Im heutigen Rumänien geboren
Am 9. September 1899 wurde er in Brassó, damals Ungarn, heute Rumänien, geboren. Er studierte in Budapest, wechselte 1920 an die Kunstakademie in Berlin-Charlottenburg, wo er lustlos seinen Abschluss machte. Er begann, als Journalist zu arbeiten, ging Anfang 1924 nach Paris und schrieb als Korrespondent für deutsche und ungarische Zeitungen. Nach und nach bemerkte er, dass er seine Artikel leichter verkaufen konnte, wenn er die Fotos gleich mitlieferte. Sein Landsmann André Kertész führte ihn in die technischen Geheimnisse der Fotografie ein. "Brassaï" entflammte sofort:
"Um meine Vorurteile war es geschehen! Ich war der Fotografie in die Falle geflogen.“
1933 legte er mit dem Bildband "Paris de nuit" ein Porträt des nächtlichen Paris vor: Obdachlose, die sich an Feuern wärmen, Straßenarbeiter, die funkensprühend die Gleise schleifen, Prostituierte unter den Laternen an den Hallen, dem legendären Pariser Großmarkt. Da ist ein zweirädriger Karren, mannshoch beladen, und obenauf schläft der Lumpensammler, da tanzen junge Frauen barbusig auf einem Künstlerball und hinter den Kulissen eilen die Tänzerinnen der Folies Bergère zu ihrem Auftritt.
Das Künstlerviertel Montparnasse ist Brassaïs Welt, die er durch seine nächtlichen Streifzüge kannte wie kein anderer:
"Ich habe ich mich eher zufällig der Fotografie zugewandt, um mich auszudrücken. Vorher hatte ich das Leben eines Nachtschwärmers geführt, war viel nachts spazieren gegangen, und habe dann nach einem Weg gesucht, um die verlorene Zeit, le temps perdu, wiederzufinden. Montparnasse war so etwas wie diese verlorene Zeit.
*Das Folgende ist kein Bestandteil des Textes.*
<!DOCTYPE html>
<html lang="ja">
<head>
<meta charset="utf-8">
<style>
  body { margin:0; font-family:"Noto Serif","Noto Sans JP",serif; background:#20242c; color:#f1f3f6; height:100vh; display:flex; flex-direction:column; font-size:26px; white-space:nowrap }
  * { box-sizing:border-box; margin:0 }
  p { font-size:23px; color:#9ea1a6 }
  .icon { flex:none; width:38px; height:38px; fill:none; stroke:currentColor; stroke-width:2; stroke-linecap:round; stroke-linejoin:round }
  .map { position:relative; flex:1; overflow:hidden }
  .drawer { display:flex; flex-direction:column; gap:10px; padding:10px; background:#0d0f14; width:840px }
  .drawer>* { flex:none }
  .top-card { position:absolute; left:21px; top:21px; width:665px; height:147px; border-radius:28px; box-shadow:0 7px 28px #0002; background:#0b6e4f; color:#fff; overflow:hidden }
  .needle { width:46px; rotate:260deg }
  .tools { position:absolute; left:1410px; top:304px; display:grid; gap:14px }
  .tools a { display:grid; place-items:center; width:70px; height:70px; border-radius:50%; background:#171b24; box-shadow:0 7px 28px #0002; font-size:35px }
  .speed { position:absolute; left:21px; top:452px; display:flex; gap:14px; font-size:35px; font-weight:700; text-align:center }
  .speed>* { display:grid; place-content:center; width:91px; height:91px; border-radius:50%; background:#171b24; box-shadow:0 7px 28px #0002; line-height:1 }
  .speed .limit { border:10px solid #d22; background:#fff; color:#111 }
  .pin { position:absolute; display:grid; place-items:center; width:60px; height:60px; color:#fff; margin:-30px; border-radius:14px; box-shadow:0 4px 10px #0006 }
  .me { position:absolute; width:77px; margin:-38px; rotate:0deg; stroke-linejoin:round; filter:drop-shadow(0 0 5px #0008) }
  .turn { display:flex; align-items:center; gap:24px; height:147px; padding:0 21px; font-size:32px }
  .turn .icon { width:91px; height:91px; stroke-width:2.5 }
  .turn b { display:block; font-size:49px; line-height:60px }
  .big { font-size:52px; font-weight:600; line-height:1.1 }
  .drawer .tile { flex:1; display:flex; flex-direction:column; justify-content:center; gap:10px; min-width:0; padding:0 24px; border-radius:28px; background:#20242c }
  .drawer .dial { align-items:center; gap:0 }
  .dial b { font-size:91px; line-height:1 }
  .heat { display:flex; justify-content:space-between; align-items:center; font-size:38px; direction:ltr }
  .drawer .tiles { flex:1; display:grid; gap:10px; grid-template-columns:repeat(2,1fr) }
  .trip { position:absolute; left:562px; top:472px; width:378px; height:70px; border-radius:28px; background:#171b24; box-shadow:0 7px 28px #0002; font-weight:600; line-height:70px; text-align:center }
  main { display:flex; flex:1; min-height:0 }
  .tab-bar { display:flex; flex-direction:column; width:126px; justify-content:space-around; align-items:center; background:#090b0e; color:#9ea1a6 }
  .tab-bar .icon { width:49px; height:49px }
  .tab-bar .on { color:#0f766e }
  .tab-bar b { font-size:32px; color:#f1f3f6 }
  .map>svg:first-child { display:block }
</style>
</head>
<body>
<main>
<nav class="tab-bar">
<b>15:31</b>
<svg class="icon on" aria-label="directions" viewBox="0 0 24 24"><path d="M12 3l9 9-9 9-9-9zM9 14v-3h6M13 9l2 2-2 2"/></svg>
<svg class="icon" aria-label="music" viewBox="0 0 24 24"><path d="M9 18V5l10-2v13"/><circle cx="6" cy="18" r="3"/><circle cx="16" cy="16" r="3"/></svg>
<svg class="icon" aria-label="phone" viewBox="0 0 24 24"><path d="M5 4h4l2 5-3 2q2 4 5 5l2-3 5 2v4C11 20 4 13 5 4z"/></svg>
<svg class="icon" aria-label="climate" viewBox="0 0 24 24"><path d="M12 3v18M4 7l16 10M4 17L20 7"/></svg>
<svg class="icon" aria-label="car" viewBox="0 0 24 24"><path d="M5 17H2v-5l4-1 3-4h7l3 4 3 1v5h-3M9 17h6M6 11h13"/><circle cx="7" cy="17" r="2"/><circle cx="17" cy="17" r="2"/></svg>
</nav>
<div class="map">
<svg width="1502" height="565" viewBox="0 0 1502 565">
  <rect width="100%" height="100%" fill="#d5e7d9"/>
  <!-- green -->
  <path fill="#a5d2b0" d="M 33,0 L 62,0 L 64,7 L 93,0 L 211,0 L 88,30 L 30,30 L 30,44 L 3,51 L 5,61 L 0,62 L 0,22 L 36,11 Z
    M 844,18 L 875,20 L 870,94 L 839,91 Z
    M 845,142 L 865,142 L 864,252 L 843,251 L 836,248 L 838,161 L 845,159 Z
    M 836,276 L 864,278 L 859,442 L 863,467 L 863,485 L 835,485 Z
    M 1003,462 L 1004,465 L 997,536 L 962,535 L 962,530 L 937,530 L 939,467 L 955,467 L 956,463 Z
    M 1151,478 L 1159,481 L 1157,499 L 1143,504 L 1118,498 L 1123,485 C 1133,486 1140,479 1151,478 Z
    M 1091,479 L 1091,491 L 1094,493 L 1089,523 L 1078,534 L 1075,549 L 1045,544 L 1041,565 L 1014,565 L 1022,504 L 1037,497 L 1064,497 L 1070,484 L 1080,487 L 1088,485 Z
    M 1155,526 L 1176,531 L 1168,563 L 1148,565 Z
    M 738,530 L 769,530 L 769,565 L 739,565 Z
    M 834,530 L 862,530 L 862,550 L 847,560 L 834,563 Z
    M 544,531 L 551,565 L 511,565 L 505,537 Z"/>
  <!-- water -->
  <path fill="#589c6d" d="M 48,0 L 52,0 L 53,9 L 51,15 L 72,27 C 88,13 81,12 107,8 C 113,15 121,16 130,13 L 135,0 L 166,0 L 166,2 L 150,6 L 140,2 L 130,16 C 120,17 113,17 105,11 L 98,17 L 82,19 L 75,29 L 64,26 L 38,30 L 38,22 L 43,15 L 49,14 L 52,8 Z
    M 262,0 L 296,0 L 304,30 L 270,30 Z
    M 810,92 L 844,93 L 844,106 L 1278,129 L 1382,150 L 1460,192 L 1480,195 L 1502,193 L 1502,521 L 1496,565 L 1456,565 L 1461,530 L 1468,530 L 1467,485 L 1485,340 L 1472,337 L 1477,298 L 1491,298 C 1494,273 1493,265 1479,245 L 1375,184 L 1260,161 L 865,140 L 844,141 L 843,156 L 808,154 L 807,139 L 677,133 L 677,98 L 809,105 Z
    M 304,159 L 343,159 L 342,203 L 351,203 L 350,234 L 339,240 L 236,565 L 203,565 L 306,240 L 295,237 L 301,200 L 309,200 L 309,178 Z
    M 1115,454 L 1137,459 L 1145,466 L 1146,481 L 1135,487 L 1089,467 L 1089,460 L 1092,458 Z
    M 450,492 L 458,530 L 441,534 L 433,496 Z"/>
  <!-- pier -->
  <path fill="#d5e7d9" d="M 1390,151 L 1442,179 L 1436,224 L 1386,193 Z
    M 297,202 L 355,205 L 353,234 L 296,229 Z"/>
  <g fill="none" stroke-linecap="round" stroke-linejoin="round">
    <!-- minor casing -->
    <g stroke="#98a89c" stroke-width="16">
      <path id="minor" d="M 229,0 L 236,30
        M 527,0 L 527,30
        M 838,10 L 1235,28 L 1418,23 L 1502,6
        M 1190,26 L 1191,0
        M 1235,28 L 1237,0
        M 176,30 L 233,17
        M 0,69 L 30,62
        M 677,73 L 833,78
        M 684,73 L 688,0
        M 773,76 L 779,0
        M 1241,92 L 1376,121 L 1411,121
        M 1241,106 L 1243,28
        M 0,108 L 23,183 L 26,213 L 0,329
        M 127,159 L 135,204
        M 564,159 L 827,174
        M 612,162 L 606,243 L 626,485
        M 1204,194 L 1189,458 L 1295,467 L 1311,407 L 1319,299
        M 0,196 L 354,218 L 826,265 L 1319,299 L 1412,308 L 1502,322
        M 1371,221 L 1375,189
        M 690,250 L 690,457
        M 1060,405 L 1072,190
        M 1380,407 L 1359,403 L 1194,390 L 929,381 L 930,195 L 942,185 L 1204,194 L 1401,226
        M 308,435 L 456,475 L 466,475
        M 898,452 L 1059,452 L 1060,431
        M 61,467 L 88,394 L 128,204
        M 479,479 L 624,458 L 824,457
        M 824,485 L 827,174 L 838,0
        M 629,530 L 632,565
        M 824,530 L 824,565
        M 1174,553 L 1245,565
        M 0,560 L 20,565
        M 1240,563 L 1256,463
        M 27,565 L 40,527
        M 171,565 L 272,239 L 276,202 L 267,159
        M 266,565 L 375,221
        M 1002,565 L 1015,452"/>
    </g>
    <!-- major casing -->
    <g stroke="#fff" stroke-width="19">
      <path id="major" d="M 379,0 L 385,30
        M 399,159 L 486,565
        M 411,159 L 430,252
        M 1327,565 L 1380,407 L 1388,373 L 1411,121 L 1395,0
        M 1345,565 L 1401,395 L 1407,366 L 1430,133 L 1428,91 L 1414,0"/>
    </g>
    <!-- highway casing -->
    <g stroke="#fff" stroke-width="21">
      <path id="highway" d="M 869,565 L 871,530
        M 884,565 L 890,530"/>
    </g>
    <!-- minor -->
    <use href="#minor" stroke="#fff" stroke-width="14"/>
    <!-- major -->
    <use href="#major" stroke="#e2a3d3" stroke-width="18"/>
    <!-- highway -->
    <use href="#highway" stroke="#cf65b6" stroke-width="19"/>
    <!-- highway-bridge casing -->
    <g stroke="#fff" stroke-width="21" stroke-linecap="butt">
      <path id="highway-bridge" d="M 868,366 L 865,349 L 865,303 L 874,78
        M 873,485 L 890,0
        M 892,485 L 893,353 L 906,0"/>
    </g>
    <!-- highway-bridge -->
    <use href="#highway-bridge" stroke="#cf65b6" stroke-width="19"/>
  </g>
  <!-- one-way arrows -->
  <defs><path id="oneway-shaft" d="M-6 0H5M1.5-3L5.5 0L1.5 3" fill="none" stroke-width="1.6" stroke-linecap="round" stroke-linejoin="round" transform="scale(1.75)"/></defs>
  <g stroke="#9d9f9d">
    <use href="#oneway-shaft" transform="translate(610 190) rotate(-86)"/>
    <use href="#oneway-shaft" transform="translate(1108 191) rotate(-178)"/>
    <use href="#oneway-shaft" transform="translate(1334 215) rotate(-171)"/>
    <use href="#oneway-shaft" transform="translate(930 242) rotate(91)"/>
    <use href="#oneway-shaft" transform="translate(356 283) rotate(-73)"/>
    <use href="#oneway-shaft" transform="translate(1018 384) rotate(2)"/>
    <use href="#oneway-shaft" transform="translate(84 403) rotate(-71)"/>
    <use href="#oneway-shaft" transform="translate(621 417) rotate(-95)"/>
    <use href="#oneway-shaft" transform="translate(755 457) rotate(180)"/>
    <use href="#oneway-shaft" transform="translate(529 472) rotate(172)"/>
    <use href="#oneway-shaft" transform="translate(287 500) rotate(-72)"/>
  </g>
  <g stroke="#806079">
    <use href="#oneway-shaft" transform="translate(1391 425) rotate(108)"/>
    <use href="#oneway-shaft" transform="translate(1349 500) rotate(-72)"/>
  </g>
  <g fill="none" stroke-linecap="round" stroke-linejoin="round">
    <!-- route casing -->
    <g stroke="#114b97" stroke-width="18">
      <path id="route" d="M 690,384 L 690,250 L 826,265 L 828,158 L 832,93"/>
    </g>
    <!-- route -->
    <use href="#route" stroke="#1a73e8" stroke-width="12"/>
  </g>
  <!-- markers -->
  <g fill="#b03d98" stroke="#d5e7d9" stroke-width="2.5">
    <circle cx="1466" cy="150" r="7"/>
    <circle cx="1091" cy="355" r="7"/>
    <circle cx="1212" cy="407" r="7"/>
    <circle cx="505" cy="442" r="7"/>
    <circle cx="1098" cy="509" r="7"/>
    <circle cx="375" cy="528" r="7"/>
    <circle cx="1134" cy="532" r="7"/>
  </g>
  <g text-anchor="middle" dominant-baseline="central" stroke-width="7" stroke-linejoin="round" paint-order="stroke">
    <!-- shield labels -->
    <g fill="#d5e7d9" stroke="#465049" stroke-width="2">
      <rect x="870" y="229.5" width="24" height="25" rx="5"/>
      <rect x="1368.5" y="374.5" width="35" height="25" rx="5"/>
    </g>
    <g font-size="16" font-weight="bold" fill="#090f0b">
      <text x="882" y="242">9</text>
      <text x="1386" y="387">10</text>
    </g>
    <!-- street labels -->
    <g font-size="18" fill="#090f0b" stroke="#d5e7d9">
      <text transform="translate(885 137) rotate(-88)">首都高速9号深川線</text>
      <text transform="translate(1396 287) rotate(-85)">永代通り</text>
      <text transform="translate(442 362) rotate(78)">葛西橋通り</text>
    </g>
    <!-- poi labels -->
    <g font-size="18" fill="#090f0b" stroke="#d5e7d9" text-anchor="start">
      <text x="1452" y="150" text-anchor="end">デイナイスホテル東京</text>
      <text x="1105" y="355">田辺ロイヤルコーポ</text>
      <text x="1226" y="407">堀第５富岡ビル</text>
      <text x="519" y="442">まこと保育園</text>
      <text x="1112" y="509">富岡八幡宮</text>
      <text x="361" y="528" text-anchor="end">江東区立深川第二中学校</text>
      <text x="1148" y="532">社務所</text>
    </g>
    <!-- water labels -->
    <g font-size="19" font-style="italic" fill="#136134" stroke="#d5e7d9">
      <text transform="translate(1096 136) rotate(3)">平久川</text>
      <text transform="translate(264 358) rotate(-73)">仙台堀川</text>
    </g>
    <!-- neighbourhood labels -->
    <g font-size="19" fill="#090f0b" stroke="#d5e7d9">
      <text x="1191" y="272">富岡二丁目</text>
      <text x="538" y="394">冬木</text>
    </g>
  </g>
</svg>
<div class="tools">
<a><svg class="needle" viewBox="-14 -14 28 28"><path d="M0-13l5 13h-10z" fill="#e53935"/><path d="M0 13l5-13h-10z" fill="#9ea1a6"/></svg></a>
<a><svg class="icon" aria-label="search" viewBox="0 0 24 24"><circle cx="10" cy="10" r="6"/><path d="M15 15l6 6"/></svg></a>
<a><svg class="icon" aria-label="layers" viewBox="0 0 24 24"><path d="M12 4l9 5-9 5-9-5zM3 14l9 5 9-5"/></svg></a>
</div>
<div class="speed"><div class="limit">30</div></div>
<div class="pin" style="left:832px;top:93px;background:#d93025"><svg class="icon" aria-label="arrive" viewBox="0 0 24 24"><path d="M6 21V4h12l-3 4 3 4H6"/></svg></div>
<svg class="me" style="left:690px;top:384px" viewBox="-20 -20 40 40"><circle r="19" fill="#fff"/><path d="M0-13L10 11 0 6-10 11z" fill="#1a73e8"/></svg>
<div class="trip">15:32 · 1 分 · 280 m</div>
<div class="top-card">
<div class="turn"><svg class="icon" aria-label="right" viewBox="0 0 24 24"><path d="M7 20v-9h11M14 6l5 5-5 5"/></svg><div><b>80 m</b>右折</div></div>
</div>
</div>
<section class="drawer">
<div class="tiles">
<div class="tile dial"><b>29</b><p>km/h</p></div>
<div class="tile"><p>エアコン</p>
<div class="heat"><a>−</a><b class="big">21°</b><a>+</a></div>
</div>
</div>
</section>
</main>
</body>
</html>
Ich bin zu lange dort gewesen."
Inszenierungen, aber authentisch
Brassaï war nicht der erste, der mit den sehr aufwendigen Nachtaufnahmen experimentierte, aber ihm gelang es, die verborgenen Geschichten der Stadt sehr intensiv zu erzählen. Manchmal setzte er dazu ein hartes Schlaglicht, das seine Protagonisten von der Seite traf, manchmal nutzte er nächtlichen Nebel aus, um eine ganz bestimmte geheimnisvolle Stimmung zu inszenieren.
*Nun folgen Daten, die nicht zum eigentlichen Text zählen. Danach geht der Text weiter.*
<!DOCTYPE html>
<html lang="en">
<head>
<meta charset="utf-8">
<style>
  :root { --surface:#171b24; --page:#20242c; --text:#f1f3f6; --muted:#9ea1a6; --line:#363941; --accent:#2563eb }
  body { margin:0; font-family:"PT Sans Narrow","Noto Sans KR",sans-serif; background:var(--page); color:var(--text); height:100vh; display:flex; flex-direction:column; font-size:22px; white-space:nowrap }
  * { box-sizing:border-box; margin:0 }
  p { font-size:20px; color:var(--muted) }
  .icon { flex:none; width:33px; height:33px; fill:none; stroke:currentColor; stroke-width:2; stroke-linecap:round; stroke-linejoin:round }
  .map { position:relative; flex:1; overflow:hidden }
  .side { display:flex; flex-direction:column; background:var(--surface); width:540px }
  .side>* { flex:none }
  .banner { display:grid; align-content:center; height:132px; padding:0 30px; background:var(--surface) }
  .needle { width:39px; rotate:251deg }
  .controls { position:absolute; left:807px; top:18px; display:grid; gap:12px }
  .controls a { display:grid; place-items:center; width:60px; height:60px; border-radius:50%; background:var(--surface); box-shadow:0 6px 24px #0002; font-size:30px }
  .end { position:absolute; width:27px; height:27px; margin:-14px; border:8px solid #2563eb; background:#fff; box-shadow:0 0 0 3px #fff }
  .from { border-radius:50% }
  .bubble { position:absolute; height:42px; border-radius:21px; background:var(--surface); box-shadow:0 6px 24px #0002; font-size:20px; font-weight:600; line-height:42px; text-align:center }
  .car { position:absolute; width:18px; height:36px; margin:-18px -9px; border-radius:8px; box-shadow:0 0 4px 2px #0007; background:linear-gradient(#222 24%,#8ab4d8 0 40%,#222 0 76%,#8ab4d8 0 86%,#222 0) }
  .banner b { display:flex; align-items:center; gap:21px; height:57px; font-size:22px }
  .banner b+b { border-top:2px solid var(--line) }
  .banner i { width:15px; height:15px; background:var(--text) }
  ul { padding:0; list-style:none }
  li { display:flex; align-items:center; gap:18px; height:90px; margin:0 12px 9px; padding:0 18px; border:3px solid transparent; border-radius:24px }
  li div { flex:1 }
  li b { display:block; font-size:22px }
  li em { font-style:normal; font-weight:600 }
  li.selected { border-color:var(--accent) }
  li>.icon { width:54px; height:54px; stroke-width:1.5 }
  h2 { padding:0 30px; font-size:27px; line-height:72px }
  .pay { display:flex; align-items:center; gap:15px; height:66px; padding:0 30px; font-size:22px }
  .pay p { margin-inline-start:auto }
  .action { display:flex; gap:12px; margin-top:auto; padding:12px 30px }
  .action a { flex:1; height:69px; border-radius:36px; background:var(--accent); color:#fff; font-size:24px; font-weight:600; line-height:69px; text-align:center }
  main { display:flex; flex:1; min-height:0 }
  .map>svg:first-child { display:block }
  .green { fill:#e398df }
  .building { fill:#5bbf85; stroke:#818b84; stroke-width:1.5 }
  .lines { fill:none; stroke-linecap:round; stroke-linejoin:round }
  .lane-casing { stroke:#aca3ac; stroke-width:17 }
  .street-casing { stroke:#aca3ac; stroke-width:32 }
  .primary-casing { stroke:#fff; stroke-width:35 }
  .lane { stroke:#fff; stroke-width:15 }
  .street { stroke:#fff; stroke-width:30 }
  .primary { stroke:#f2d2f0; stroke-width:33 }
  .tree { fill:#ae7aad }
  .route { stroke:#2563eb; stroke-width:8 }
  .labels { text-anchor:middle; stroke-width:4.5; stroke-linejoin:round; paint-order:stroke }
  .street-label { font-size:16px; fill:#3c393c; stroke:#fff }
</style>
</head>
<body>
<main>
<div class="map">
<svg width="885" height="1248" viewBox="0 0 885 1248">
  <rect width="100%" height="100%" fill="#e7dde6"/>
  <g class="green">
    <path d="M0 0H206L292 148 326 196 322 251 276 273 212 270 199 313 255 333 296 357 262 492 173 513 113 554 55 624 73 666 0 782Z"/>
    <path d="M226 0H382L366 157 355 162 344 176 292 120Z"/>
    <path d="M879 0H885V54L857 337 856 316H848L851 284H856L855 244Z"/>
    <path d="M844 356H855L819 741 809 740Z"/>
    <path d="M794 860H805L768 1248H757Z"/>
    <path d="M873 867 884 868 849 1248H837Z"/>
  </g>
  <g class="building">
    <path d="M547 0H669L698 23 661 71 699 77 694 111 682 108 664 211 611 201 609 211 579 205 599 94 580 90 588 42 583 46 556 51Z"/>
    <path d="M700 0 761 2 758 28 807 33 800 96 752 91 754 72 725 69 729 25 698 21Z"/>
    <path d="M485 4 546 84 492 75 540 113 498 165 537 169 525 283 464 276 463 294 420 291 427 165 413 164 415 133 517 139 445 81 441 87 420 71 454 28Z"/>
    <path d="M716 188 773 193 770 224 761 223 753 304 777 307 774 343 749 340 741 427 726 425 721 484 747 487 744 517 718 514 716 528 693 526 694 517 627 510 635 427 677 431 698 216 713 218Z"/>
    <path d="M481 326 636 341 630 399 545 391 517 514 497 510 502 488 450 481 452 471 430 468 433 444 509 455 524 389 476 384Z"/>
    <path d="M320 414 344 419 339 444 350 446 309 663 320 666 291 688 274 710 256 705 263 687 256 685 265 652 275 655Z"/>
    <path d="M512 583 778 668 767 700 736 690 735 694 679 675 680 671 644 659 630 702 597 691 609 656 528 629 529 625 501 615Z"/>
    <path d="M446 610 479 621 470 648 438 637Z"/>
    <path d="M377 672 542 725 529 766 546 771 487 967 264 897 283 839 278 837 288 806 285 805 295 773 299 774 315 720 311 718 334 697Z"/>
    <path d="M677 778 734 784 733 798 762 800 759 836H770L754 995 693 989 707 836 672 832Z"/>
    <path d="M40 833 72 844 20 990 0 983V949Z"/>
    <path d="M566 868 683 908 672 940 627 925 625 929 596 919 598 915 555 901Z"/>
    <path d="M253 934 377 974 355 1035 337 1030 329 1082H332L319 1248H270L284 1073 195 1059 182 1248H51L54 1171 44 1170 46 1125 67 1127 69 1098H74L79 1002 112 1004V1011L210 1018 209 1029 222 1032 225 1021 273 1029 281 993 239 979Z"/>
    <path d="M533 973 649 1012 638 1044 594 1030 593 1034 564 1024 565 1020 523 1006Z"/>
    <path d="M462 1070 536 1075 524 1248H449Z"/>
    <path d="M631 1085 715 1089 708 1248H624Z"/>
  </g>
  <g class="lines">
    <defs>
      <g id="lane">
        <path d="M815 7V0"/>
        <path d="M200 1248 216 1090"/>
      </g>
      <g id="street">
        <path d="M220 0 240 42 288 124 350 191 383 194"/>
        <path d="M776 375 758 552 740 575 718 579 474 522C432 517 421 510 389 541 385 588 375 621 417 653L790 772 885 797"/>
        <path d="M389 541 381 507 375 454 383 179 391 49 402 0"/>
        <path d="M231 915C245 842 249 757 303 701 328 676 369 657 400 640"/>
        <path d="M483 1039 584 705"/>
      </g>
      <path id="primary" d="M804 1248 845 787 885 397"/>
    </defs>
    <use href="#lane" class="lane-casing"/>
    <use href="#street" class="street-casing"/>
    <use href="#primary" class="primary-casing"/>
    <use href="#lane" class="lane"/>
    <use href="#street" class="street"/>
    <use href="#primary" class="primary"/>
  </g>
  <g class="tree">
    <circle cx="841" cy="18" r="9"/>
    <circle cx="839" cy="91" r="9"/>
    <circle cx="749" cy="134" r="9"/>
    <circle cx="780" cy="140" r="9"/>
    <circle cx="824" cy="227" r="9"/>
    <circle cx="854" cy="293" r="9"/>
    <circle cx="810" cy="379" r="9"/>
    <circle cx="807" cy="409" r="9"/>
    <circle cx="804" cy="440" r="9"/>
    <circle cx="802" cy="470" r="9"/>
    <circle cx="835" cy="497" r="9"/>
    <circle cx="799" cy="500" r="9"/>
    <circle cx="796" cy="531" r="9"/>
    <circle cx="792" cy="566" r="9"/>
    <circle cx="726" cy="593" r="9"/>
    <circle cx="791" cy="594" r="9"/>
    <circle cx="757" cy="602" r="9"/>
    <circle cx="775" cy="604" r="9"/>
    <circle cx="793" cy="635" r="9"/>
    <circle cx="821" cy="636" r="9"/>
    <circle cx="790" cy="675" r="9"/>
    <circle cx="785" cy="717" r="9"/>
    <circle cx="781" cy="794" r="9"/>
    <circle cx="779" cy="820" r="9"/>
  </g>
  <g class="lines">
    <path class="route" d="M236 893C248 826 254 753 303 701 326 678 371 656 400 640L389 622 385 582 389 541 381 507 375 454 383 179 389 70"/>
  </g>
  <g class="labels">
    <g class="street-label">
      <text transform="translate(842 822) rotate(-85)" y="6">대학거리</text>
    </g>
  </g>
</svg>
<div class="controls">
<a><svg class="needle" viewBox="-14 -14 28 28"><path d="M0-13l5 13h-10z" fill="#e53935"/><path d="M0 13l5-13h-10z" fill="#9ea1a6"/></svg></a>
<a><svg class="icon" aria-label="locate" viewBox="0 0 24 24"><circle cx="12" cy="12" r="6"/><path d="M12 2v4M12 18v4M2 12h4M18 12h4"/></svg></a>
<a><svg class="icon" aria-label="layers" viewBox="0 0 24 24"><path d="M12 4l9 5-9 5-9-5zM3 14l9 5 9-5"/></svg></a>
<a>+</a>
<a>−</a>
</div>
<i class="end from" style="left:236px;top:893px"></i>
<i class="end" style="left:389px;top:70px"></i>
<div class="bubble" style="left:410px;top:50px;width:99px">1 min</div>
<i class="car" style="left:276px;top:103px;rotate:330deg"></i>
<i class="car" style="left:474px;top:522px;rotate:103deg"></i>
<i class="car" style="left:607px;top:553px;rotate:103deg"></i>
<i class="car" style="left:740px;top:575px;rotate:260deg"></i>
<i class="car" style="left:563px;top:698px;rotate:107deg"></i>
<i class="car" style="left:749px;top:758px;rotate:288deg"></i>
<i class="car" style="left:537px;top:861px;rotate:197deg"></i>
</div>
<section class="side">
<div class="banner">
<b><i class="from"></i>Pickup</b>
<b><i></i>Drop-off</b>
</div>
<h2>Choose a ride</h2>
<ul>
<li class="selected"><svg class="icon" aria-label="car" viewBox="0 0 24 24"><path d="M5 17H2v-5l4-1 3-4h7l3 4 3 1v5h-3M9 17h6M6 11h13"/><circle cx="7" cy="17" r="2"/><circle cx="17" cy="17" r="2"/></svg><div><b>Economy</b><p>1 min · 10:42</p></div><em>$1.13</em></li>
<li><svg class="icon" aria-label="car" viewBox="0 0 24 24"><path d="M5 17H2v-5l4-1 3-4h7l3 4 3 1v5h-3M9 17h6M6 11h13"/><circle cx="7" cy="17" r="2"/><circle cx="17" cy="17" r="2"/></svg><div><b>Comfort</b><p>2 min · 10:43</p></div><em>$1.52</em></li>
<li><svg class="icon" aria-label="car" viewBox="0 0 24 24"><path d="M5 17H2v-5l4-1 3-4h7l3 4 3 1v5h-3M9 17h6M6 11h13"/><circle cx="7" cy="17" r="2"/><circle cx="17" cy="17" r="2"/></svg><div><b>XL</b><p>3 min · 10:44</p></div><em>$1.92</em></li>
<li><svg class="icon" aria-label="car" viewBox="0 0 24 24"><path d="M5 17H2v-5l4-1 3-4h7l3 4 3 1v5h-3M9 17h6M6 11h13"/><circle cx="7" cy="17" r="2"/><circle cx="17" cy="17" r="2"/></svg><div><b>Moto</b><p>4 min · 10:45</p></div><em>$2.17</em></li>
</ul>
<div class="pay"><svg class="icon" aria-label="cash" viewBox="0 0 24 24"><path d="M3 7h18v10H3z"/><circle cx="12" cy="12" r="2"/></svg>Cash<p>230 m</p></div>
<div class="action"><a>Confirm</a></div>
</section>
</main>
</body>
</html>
Im Dialog und in der Auseinandersetzung mit den Surrealisten wie Man Ray formte sich seine Foto-Ästhetik. Heute zählt man diese Künstler zu den Überlebenden des Montparnasse, wie Brassaï sie nennt.
"Ja, man starb daran, das ist so, Männer wie Frauen sind daran gestorben. Die Opfer des Montparnasse waren menschlicher Abfall. Sie tranken, zogen jede Nacht von einem Café zum nächsten. Sie kamen aus dem Teufelskreis nicht heraus. Ich versuchte, mich dem zu entziehen, aber wie süchtig ich war, zeigt, dass ich nicht am Café du Dôme vorbeigehen konnte, ohne einzutreten."
Seine Aufnahmen waren nur dokumentarisch erscheinende Bilder, in Wahrheit waren es Inszenierungen, gelegentlich musste sein Assistent den Bordellbesucher mimen, einige Personen tauchen in verschiedenen Rollen immer wieder auf. Dennoch sind seine Fotos authentisch, weil sie Paris so zeigen, wie Brassaï es gesehen und mit seiner Kunst aufgenommen hat.
Auch als renommierter Fotograf blieb "Brassaï" seinen vielen Talenten treu - er zeichnete, modellierte, schrieb Artikel, Bücher und Gedichte. Wenige Wochen vor seinem Tod am 7. Juli 1984 beendete er sein letztes Werk, ein Buch über den Schriftsteller Marcel Proust und dessen Leidenschaft für die Fotografie.